+++ Available data

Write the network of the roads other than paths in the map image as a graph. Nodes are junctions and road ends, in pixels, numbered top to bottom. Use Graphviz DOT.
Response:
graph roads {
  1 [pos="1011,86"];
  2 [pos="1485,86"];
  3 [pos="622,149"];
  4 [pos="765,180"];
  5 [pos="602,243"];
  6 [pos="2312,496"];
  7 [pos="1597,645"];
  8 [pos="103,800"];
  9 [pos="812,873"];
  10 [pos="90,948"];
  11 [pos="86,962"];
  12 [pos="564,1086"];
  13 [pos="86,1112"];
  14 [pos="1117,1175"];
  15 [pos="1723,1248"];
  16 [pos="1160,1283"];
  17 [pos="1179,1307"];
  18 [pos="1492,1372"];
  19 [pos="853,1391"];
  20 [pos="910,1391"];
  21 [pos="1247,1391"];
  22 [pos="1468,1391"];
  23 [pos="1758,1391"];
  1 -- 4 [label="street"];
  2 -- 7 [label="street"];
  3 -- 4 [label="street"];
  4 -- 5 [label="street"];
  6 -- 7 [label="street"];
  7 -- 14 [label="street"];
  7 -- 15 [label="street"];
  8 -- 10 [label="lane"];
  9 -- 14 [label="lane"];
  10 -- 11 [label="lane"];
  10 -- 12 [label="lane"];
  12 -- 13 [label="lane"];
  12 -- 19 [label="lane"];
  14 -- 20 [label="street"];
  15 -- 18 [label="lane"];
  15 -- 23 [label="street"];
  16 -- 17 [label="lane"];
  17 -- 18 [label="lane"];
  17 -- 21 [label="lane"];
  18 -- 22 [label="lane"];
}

++++++
+++ Available data

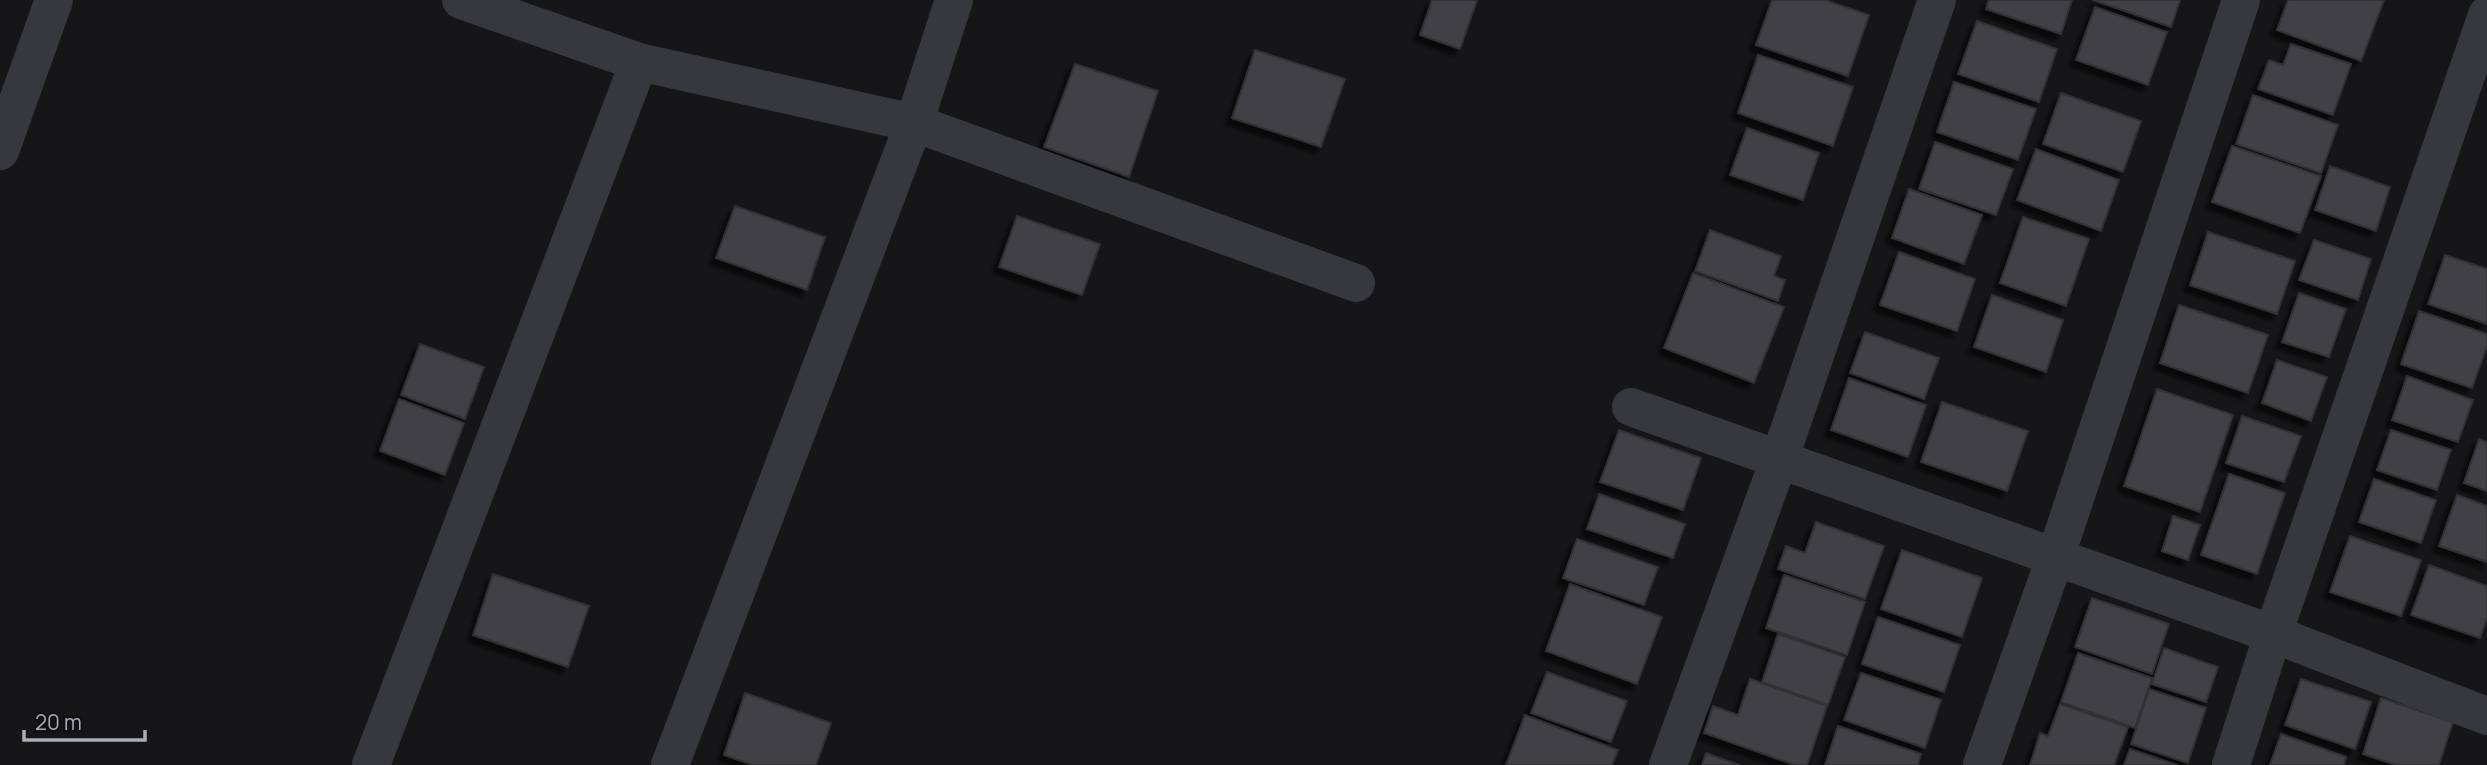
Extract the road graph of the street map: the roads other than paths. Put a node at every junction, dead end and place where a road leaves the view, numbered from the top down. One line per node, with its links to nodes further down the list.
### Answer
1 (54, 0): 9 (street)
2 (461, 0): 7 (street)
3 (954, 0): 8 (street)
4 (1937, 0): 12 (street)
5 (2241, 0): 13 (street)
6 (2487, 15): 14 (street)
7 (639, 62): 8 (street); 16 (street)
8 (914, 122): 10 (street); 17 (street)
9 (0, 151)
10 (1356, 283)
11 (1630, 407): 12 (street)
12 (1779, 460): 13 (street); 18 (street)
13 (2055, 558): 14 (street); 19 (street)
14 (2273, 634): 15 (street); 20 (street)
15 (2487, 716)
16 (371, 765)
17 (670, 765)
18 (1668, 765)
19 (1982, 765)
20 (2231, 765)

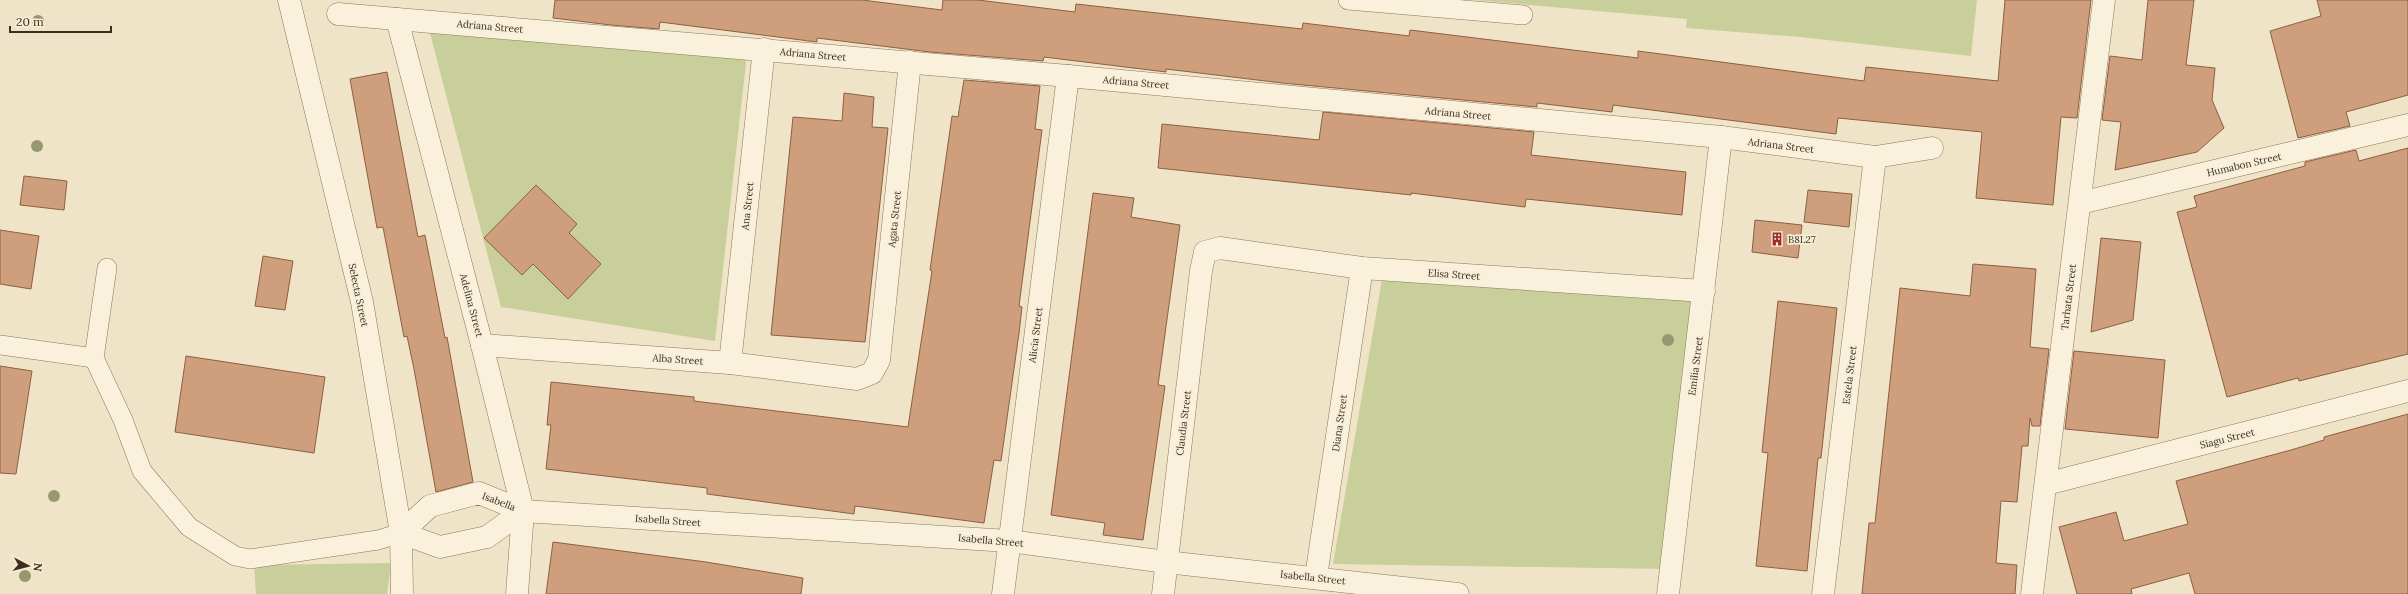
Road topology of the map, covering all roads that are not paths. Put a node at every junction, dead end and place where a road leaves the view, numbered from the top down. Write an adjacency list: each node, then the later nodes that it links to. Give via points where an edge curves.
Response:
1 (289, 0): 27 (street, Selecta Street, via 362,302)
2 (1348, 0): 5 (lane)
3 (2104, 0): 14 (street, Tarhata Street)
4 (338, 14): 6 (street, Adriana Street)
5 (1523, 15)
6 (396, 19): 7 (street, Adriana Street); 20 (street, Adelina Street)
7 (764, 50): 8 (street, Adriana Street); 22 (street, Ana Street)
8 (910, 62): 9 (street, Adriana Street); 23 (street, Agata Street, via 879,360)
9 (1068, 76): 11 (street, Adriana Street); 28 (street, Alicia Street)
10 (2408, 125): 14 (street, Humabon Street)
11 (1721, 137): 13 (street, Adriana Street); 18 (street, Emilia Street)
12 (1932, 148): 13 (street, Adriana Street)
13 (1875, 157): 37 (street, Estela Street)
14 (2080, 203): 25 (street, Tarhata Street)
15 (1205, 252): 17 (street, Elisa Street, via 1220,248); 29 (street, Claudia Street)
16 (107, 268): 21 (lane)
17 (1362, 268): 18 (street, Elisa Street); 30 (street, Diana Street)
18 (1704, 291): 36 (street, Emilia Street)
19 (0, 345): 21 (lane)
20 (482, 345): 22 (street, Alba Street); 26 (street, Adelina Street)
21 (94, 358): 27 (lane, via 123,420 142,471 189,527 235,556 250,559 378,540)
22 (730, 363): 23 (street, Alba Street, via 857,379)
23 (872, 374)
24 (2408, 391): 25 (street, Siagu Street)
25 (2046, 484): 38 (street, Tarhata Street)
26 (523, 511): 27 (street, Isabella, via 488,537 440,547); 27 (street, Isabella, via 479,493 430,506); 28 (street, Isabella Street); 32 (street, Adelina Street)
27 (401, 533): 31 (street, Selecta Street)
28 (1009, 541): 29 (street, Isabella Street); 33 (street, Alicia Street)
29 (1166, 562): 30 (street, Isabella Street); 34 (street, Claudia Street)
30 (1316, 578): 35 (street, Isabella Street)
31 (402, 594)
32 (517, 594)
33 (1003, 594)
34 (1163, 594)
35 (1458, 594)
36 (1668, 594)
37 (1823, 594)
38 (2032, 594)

++++++

Exercise objective: Note every line of the records that holds the word "dead", and copy it.

Solution to this exercise:
Extract the road graph of the street map: the roads other than paths. Put a node at every junction, dead end and place where a road leaves the view, numbered from the top down. One line per node, with its links to nodes further down the list.
Road topology of the map, covering all roads that are not paths. Put a node at every junction, dead end and place where a road leaves the view, numbered from the top down. Write an adjacency list: each node, then the later nodes that it links to. Give via points where an edge curves.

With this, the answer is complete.